The plan will immediately accelerate and enhance current measures to protect the fish, increase and improve the data and analytic tools to know how the fish are doing, and provide for multiple contingencies if the fish are not performing as expected. The plan ensures that independent scientists are involved in implementation decisions and resolving significant scientific issues.
The federal plan will immediately inject millions of dollars in additional funding behind these efforts.
Our work will build on positive developments that have seen five out of seven Columbia basin fish runs improve since they were first listed. In addition, we are seeing encouraging returns of critically endangered Snake River sockeye salmon.
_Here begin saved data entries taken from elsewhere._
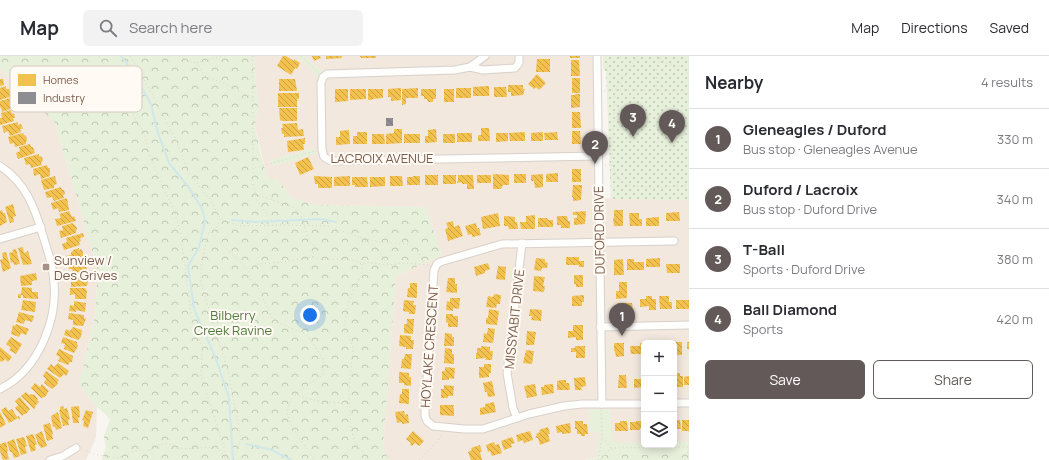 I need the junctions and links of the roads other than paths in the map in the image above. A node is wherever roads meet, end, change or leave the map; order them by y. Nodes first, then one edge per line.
1 (485, 56) edge
2 (519, 56) edge
3 (597, 56) edge
4 (470, 67) junction
5 (598, 156) junction
6 (0, 166) edge
7 (41, 227) junction
8 (0, 239) edge
9 (674, 241) dead end
10 (522, 243) junction
11 (600, 243) junction
12 (689, 325) edge
13 (600, 327) junction
14 (0, 389) edge
15 (677, 403) edge
16 (689, 403) edge
17 (602, 404) junction
18 (641, 404) edge
19 (517, 418) junction
20 (76, 448) road end
21 (50, 460) edge

1 - 4 street
2 - 4 street
3 - 5 street, DUFORD DRIVE
4 - 5 street, LACROIX AVENUE
5 - 11 street, DUFORD DRIVE
6 - 7 street
7 - 8 street
7 - 14 street
9 - 11 street, HOYLAKE CRESCENT
10 - 11 street, HOYLAKE CRESCENT
10 - 19 street, MISSYABIT DRIVE
10 - 19 street, HOYLAKE CRESCENT
11 - 13 street, DUFORD DRIVE
12 - 13 street
13 - 17 street, DUFORD DRIVE
15 - 16 street
17 - 18 street, HOYLAKE CRESCENT
17 - 19 street, HOYLAKE CRESCENT
20 - 21 street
Good ocean conditions deserve plenty of credit for the improving health of many of the region's fish. The ocean was helped, though, by hundreds of actions throughout the region to repair damaged spawning habitats, boost survival through hydroelectric dams and fine-tune harvests so every fish has the best possible chance to swim home and rebuild its numbers.
At the same time, NOAA is expanding research, monitoring and evaluation to track changes in fish populations. Multiple factors -- including ocean conditions, climate change and the complex interaction of different species -- influence the well-being of these fish.
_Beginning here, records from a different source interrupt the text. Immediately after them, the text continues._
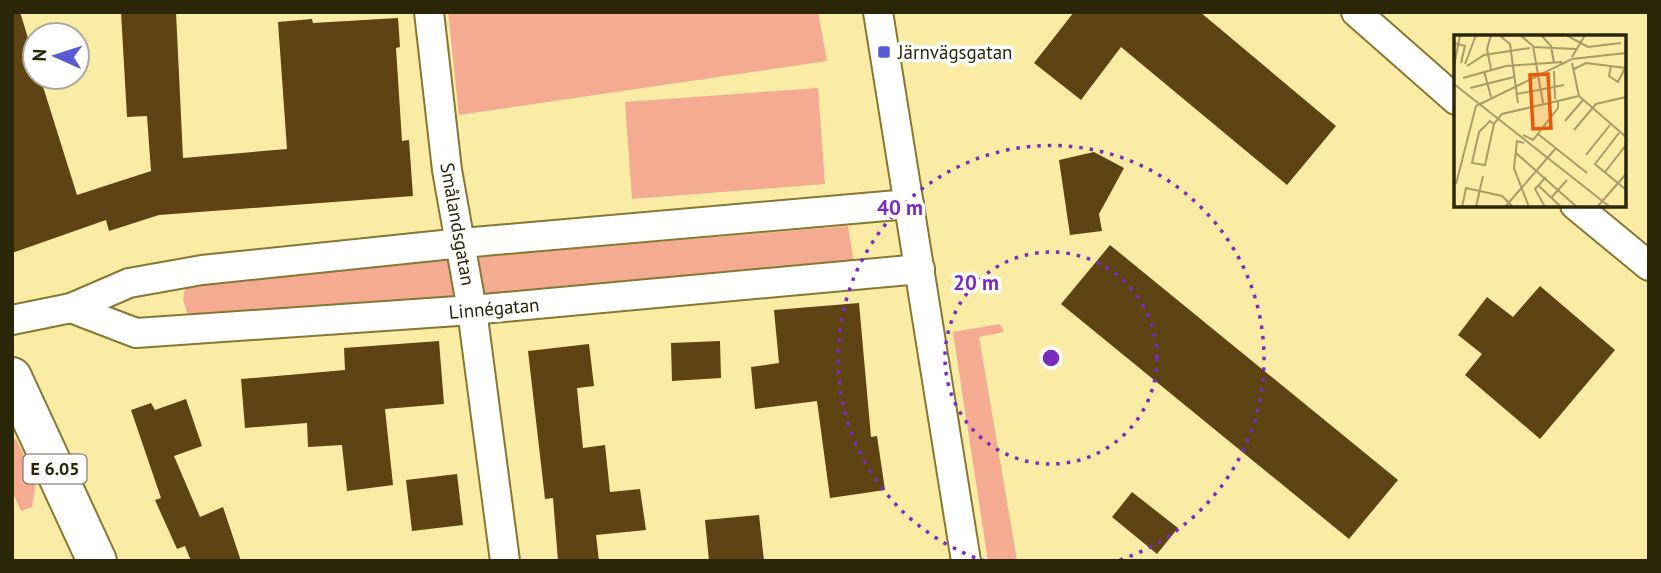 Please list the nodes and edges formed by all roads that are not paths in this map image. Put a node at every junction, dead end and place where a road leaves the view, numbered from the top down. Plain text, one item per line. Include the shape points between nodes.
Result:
1 (429, 12) edge
2 (878, 12) edge
3 (1356, 12) edge
4 (1454, 98) edge
5 (909, 204) junction
6 (1576, 206) edge
7 (462, 243) junction
8 (1649, 266) edge
9 (920, 269) junction
10 (71, 308) junction
11 (472, 310) junction
12 (12, 320) edge
13 (12, 377) edge
14 (97, 561) edge
15 (505, 561) edge
16 (966, 561) edge

1 - 7 street, Smålandsgatan via 447,170
2 - 5 street
3 - 4 street
5 - 7 street
5 - 9 street
6 - 8 street
7 - 10 street via 202,270 130,283
7 - 11 street, Smålandsgatan
9 - 11 street, Linnégatan
9 - 16 street
10 - 11 street, Linnégatan via 136,333
10 - 12 street
11 - 15 street, Smålandsgatan
13 - 14 highway, E 6.05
This makes it essential that any plans to preserve these fish are flexible enough to respond to changing conditions. We believe our enhanced research and evaluation efforts coupled with specific contingency measures will give us this capability.
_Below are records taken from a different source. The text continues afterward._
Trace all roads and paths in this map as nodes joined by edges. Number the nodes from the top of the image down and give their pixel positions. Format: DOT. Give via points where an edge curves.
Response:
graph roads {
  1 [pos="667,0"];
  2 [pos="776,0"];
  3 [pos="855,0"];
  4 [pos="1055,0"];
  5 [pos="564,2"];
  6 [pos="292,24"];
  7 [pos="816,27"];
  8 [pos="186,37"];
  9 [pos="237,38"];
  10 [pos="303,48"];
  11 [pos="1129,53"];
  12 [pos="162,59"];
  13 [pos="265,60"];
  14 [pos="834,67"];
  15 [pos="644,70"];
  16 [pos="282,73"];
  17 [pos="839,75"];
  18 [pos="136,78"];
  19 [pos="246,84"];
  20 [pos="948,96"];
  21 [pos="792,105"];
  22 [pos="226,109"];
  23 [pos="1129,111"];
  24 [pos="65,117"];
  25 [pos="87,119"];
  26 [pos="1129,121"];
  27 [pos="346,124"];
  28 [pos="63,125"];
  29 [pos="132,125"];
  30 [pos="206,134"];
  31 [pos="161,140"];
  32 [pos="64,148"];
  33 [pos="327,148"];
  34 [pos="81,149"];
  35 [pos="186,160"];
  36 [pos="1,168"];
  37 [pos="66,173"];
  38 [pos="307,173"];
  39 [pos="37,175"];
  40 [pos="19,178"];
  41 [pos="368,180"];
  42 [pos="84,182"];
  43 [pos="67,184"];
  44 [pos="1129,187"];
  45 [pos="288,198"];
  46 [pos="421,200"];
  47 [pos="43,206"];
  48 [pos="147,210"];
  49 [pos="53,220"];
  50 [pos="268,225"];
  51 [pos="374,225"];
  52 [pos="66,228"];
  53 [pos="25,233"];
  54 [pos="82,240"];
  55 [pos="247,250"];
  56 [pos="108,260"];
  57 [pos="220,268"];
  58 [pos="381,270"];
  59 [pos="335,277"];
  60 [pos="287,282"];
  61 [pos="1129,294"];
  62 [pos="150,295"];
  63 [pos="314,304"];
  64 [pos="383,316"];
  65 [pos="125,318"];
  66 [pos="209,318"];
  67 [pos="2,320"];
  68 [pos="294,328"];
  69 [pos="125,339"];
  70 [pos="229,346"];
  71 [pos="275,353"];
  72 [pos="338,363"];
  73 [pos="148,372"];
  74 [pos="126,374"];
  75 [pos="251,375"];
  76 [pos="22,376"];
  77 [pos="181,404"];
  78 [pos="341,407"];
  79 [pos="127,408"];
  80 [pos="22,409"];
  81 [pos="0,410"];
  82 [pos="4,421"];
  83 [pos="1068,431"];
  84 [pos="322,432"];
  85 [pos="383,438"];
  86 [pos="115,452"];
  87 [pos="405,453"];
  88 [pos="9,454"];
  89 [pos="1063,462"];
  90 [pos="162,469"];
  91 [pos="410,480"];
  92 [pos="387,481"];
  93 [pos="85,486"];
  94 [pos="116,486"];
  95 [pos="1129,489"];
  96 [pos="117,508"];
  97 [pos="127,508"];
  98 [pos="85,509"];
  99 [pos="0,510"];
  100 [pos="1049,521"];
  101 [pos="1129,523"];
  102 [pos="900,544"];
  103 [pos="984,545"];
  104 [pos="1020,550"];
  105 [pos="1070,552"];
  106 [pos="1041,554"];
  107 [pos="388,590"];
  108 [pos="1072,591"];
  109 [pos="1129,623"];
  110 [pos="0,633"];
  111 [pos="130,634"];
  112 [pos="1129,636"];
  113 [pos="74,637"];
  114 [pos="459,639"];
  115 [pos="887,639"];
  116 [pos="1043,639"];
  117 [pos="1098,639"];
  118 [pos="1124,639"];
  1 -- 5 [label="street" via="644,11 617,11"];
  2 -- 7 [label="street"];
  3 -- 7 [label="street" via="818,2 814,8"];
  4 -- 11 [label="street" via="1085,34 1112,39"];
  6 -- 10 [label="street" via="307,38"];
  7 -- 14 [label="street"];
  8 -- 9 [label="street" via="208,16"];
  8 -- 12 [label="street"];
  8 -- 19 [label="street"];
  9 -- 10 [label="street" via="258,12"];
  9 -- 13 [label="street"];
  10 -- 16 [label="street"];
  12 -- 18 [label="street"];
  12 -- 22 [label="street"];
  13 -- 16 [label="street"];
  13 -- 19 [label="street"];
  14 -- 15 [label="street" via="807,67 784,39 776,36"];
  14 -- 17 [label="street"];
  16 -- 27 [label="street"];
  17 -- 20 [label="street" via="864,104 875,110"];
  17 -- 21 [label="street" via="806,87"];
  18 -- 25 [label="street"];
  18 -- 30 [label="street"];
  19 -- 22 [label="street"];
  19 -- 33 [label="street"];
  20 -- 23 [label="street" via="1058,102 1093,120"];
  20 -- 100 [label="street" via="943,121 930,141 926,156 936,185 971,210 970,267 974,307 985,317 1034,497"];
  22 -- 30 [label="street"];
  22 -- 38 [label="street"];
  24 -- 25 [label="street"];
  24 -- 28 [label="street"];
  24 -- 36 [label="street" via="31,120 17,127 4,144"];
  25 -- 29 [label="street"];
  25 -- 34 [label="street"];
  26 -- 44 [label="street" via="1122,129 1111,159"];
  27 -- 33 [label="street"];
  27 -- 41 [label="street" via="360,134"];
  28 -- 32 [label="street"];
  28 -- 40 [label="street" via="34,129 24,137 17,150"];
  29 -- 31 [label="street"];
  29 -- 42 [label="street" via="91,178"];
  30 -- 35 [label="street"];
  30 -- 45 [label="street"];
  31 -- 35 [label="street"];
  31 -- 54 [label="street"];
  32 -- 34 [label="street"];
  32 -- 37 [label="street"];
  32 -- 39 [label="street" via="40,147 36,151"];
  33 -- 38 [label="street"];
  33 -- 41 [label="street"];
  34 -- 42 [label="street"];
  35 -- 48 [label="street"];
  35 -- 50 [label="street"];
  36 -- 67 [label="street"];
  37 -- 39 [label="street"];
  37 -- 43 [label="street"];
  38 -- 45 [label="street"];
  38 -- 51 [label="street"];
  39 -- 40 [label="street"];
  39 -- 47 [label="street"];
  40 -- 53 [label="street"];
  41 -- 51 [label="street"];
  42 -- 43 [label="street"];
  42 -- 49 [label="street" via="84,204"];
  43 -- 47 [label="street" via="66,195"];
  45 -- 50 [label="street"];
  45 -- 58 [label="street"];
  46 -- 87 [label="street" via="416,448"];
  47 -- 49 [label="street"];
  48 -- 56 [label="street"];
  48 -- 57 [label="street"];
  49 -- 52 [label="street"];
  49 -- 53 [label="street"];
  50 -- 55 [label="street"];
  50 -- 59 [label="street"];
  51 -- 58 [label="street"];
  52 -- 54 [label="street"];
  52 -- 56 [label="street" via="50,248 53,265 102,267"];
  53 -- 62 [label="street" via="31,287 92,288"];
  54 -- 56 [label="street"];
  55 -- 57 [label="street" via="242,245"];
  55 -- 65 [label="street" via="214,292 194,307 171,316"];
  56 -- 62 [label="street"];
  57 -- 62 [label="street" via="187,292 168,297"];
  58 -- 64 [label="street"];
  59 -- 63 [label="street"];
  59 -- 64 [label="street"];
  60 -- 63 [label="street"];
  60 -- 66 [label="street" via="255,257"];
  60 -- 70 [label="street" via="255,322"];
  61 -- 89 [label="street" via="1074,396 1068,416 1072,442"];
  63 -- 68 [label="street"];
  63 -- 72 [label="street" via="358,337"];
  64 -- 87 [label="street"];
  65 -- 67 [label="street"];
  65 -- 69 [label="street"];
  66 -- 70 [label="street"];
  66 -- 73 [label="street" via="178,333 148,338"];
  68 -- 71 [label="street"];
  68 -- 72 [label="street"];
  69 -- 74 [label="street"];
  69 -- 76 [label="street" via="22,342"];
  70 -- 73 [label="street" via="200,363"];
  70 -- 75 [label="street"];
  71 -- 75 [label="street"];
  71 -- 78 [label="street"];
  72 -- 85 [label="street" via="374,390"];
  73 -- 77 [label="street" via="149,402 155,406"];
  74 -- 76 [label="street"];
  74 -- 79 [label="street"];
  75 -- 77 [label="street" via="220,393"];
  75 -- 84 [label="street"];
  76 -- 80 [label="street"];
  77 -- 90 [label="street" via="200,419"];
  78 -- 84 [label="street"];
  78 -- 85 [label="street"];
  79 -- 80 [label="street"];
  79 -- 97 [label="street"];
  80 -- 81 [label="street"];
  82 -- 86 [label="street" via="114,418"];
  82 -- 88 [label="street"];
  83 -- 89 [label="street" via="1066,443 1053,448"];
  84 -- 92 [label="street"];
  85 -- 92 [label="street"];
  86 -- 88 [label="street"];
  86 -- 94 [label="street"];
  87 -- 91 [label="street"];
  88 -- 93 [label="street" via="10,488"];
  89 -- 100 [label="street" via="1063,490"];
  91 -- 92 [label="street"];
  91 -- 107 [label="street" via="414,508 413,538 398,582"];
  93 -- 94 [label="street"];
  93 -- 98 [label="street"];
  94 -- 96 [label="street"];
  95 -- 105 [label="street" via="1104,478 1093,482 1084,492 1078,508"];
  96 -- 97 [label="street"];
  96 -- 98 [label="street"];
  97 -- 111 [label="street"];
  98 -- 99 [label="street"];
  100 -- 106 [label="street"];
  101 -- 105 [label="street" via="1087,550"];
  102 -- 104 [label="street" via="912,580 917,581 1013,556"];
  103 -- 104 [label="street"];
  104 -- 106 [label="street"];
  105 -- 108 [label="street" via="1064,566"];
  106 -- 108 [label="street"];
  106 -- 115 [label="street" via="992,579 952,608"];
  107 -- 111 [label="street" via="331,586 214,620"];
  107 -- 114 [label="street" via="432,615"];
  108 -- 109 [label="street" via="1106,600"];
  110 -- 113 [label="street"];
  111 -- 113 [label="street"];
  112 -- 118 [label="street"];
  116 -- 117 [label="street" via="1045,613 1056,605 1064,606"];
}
Our plan includes contingency measures that will be implemented if salmon populations decline significantly. These include additional measures to divert water to improve fish runs, increase predator controls, adjust harvest levels and safety-net hatchery practices.
The plan also includes further study of lower Snake River dam breaching, but removal of dams is viewed as an action of last resort. The four dams on the Lower Snake River in Washington generate two coal plants' worth of clean power. They also help the electric grid absorb additional wind energy. Hundreds of megawatts of this clean wind and hydropower flow throughout the West to help meet the aggressive renewable energy and efficiency goals the states have adopted to combat climate change.
Moreover, studies have yet to conclude that breaching these dams would be of certain benefit to Northwest fish stocks. Dam breaching will be considered only if the measures in the plan do not prevent significant declines in listed salmon populations and if an analysis shows that dam breaching would likely stem those declines.
Ultimately, saving Northwest salmon and steelhead is about more than dams -- it's about helping fish at each step in their life cycle, from the streams where they're born to the ocean where they mature. We believe our plan is scientifically sound, addresses the concerns of the court and the multiple stakeholders, and will prevent jeopardy to the fish and their critical habitats. For the sake of the people and the fish of the Northwest, it's time to set this plan in motion.